Support for Hong Kong crackdown by China sparks fury

Support for Hong Kong crackdown by China sparks fury: HSBC bears brunt of backlash

HSBC and other British firms are facing a backlash for supporting Chinese national security laws in Hong Kong that critics say erode the city’s freedoms. 

Banking groups HSBC and Standard Chartered and trading houses Swire and Jardine Matheson have publicly declared their backing for the draconian legislation. 

In a barbed comment directed at HSBC, leader of the House of Commons Jacob Rees-Mogg suggested the bank may be ‘more closely aligned to the Chinese government than Her Majesty’s Government’. 

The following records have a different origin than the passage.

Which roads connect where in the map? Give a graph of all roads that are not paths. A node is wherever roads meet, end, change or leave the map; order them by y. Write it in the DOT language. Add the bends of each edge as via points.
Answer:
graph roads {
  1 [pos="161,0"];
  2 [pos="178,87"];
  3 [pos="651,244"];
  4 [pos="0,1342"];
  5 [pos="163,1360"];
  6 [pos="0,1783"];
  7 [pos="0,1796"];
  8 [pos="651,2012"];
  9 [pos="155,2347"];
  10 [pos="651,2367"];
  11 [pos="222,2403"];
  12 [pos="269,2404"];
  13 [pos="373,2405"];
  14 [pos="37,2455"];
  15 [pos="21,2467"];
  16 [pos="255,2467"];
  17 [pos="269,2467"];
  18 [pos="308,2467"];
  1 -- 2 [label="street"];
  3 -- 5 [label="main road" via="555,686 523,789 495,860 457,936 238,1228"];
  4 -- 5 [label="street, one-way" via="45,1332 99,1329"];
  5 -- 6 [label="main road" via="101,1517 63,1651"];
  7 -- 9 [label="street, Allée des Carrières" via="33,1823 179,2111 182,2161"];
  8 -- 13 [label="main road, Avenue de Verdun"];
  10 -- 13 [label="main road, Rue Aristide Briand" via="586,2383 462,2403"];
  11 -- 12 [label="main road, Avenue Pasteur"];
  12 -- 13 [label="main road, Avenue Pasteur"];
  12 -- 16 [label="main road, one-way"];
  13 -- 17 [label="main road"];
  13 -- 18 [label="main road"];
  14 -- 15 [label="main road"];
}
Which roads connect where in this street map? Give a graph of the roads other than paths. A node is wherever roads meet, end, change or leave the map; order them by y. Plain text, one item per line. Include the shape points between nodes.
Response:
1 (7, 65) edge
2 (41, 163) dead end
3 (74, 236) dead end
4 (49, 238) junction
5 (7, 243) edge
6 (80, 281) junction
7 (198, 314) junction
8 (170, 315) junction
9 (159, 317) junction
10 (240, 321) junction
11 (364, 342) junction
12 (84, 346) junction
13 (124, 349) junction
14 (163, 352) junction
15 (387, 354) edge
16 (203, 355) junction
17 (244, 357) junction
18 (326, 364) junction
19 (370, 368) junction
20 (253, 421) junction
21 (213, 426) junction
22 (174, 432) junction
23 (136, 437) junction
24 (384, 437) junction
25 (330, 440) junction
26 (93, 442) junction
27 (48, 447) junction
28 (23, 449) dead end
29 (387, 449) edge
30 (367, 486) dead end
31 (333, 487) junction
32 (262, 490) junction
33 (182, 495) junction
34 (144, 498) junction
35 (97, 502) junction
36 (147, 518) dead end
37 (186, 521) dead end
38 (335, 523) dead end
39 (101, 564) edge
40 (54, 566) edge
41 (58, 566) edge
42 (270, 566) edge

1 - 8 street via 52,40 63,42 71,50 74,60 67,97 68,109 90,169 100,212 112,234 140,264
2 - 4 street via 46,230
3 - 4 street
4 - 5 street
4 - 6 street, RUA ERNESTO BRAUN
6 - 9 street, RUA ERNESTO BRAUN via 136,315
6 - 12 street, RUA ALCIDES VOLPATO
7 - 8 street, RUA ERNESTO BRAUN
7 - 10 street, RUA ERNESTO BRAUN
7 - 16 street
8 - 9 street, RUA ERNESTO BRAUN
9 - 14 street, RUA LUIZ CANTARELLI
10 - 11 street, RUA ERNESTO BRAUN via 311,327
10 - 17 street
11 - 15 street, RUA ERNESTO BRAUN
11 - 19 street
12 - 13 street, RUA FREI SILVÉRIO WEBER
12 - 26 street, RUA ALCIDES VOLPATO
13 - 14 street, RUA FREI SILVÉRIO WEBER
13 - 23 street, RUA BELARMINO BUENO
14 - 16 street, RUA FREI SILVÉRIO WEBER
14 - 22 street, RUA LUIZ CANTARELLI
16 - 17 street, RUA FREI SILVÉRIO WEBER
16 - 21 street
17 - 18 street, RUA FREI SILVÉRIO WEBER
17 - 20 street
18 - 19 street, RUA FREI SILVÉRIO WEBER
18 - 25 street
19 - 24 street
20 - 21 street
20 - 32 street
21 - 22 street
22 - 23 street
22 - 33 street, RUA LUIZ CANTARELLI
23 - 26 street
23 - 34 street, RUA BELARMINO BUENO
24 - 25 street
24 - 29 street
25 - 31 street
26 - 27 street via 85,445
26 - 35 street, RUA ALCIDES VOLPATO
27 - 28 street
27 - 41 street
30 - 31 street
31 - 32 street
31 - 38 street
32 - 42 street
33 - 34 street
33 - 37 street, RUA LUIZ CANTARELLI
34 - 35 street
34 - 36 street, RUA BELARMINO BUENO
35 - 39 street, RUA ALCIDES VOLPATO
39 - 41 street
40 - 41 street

Question of allegiance: Banking group HSBC has publicly declared its backing for the draconian legislation in Hong Kong

Founded in Hong Kong in 1865, HSBC has had a fractious relationship with the UK since moving its headquarters to London with the takeover of Midland Bank in 1993. 

Several times since then, it has been perceived to have dangled the threat of its relocation back to Hong Kong – which would mean the UK missing out on the £2billion of taxes it pays each year – in front of the Government in order to win concessions. 

Although HSBC has said all conversations about moving its headquarters out of London are off the table, its stance on Hong Kong could further sour relations with the UK. 

Boris Johnson this week condemned the Chinese legislation as ‘dramatically eroding the autonomy’ of Hong Kong. And in the House of Commons yesterday, Rees-Mogg said: ‘The behaviour of [HSBC] is of course a matter for that corporation, but it may be that it is more closely aligned to the Chinese government than Her Majesty’s Government.’ 

MPs and campaigners have lined up to criticise British companies for siding with Beijing. 

Tory MP Tom Tugendhat, chairman of the Commons foreign affairs committee, said: ‘I wonder why HSBC and [Standard Chartered] are choosing to back an authoritarian state’s repression of liberties and undermining of the rule of law?’ 

Labour peer Lord Adonis said: ‘Utterly disgraceful action by HSBC, apparently supporting Xi Jinping’s suppression of Hong Kong. I intend to take this up with the chairman and chief executive of HSBC in London. And with HSBC’s major shareholders.’ Tory MP Neil O’Brien said: ‘If you bank with HSBC you are with a bank that is backing Beijing’s repressive new security laws, designed to snuff out freedom in Hong Kong,’ adding that: ‘Other banks are available.’ 

Matthew Henderson, Asia Studies director at foreign policy think tank, the Henry Jackson Society, said: ‘It is disappointing that an international institution that — throughout its existence — has benefited from Hong Kong’s freedoms and opportunities, now feels obliged to collaborate with forces that are bent on the destruction of those same freedoms.

Firms’ support for the Beijing-backed legislation puts them at odds with the Government, which has offered almost 3m Hong Kong citizens visas to the UK so they can escape the national security laws, seen by many as the most serious threat to the ‘one country, two systems’ agreement that has insulated Hong Kong from Beijing interference since Britain returned the territory to Chinese sovereignty in 1997. 

But both HSBC and Standard Chartered said they were supporting the law, which will drastically broaden China’s power over the territory, in order to help retain economic stability in Hong Kong and ensure its recovery from the Covid-19 pandemic. 

Experts said the banks did not want to lose access to Asia, where they make a large portion of revenue, by angering the region’s superpower of Beijing. 

HSBC said: ‘We respect and support laws and regulations that will enable [Hong Kong] to recover and rebuild the economy and, at the same time, maintain the principle of ‘one country two systems’.’ 

Standard Chartered believes ‘the national security law can help maintain the long-term economic and social stability of Hong Kong. 

‘The ‘one country, two systems’ principle is core to the future success of Hong Kong and has always been the bedrock of the business community’s confidence’.